New Zealand, included for the first time in the Morningstar smart-beta report (which published its inaugural report on the sector in 2014), saw a rapid uptake of smart-beta ETPs over the 12-month period growing 89 per cent “off a small base”.

The research house classified five of the 23 NZ-based ETPs – all offered by the NZX-owned Smartshares – as strategic-beta, “ranging from dividend-screened/weighted or equal-weightedNew Zealand equities to U.S. equity value and growth strategies”.

“At June 30, 2016, total assets under management in New Zealand ETPs was US$1.1 billion,” the Morningstar study says. “Meanwhile, strategic-beta ETPs amounted to US$135 million—amounting to a 12.2% market share.”

Most of the Smartshares funds feed into ETPs managed by Vanguard. According to the latest NZX data, the stock exchange’s wholly-owned funds management subsidiary, SuperLife, represents more than $1.1 billion of the $1.6 billion currently invested in the Smartshares range.

“All of New Zealand’s strategic-beta ETPs were launched between December 2014 and July 2015, so it is relatively early days for the market,” Morningstar says.

Across the Tasman, the smart-beta market was up almost 21 per cent over the 12-month period compared to 18.2 per cent for the broader Australian ETP sector, the report says, with four new releases and one product changing its benchmark “to a strategic-beta index”.

“On our count, there are now 154 ETPs in Australia, 21 of which we classify as strategic-beta,” Morningstar says.

“Those 21 ETPs account for $1.39 billion, or 8.4% of Australia’s $16.7 billion ETP market.
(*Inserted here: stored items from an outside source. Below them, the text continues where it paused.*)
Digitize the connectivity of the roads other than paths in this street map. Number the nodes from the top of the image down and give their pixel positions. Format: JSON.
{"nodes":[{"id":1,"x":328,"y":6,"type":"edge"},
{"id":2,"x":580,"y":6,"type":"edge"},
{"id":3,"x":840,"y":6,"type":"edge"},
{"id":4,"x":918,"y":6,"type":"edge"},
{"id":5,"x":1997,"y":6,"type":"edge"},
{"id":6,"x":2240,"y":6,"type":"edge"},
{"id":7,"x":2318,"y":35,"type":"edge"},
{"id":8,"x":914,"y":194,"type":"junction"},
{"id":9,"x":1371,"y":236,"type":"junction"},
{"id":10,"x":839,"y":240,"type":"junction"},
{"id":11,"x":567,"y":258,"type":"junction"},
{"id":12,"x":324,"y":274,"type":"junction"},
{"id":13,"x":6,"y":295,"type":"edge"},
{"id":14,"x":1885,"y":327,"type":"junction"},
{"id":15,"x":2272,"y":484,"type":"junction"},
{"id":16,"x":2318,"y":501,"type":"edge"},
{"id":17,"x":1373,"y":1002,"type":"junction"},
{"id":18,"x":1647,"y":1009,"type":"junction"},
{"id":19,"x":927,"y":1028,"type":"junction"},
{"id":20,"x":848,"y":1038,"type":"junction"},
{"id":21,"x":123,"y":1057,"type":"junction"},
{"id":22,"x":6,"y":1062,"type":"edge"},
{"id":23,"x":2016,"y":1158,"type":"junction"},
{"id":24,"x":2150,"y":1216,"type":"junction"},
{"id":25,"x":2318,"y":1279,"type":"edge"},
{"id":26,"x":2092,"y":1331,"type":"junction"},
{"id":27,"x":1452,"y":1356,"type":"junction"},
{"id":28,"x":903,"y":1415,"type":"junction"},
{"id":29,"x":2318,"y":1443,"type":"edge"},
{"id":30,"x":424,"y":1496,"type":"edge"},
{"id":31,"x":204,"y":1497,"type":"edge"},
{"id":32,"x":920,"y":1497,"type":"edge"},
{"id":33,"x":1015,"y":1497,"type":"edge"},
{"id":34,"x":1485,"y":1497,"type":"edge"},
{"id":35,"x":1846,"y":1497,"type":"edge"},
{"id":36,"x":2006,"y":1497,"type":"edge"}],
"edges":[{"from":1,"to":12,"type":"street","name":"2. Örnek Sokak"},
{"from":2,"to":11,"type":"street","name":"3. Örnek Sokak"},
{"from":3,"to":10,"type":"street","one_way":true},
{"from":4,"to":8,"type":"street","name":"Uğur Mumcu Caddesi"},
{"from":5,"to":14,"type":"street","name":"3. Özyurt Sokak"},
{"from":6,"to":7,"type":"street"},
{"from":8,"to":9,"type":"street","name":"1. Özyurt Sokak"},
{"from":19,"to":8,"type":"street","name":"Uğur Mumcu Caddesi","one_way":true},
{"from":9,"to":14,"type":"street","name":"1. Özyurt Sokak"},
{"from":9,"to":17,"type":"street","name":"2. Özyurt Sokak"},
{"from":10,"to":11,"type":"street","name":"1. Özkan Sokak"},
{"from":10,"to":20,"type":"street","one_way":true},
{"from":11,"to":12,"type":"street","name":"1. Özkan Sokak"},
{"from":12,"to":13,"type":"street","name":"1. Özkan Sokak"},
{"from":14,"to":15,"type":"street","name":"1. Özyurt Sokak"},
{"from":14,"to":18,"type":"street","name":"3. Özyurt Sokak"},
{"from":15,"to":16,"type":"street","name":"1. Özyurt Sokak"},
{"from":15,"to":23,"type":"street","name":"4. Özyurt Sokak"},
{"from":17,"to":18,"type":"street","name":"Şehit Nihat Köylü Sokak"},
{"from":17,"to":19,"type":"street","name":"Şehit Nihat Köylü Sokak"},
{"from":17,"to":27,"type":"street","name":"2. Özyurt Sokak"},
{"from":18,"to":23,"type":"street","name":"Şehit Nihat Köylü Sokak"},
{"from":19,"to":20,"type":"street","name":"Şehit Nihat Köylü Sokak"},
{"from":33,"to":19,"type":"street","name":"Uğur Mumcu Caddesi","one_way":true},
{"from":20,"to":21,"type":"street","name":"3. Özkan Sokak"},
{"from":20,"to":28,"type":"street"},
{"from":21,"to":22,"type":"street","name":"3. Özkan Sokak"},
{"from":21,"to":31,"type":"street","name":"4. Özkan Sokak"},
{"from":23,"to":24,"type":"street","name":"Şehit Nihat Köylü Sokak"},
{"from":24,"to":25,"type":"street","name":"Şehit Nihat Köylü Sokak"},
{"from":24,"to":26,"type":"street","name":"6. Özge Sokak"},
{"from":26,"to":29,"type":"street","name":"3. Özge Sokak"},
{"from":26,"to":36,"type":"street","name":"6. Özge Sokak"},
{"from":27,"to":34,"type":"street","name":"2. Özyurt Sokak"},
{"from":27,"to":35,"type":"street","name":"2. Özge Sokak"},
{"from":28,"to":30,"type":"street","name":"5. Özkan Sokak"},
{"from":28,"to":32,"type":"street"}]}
While that is a little higher than the market share of 8.2% that we reported in June 2015, it is not as high as the peak market share for strategic beta, recorded at 10.1% in April 2014.”

The report says in all but one region dividend-focused ETPs remained the number one strategic-beta sector while low-volatility/minimum variance products “have surged in popularity”.

At the same time, Morningstar says the increased competition is putting price pressure on smart-beta ETPs, especially in the US where there have been some “aggressive fee reductions”.

However, the report says investors need to keep a close on the underlying strategic-beta indices as they move further away from the traditional market-cap weighted variety.

“A commonality among the markets we examined is the increasing complexity of the benchmarks underlying new ETPs,” Morningstar says. “As these strategies become increasingly nuanced, looking to infuse elements of an active manager’s thinking into an index, investors’ collective due-diligence burden will continue to increase commensurately.”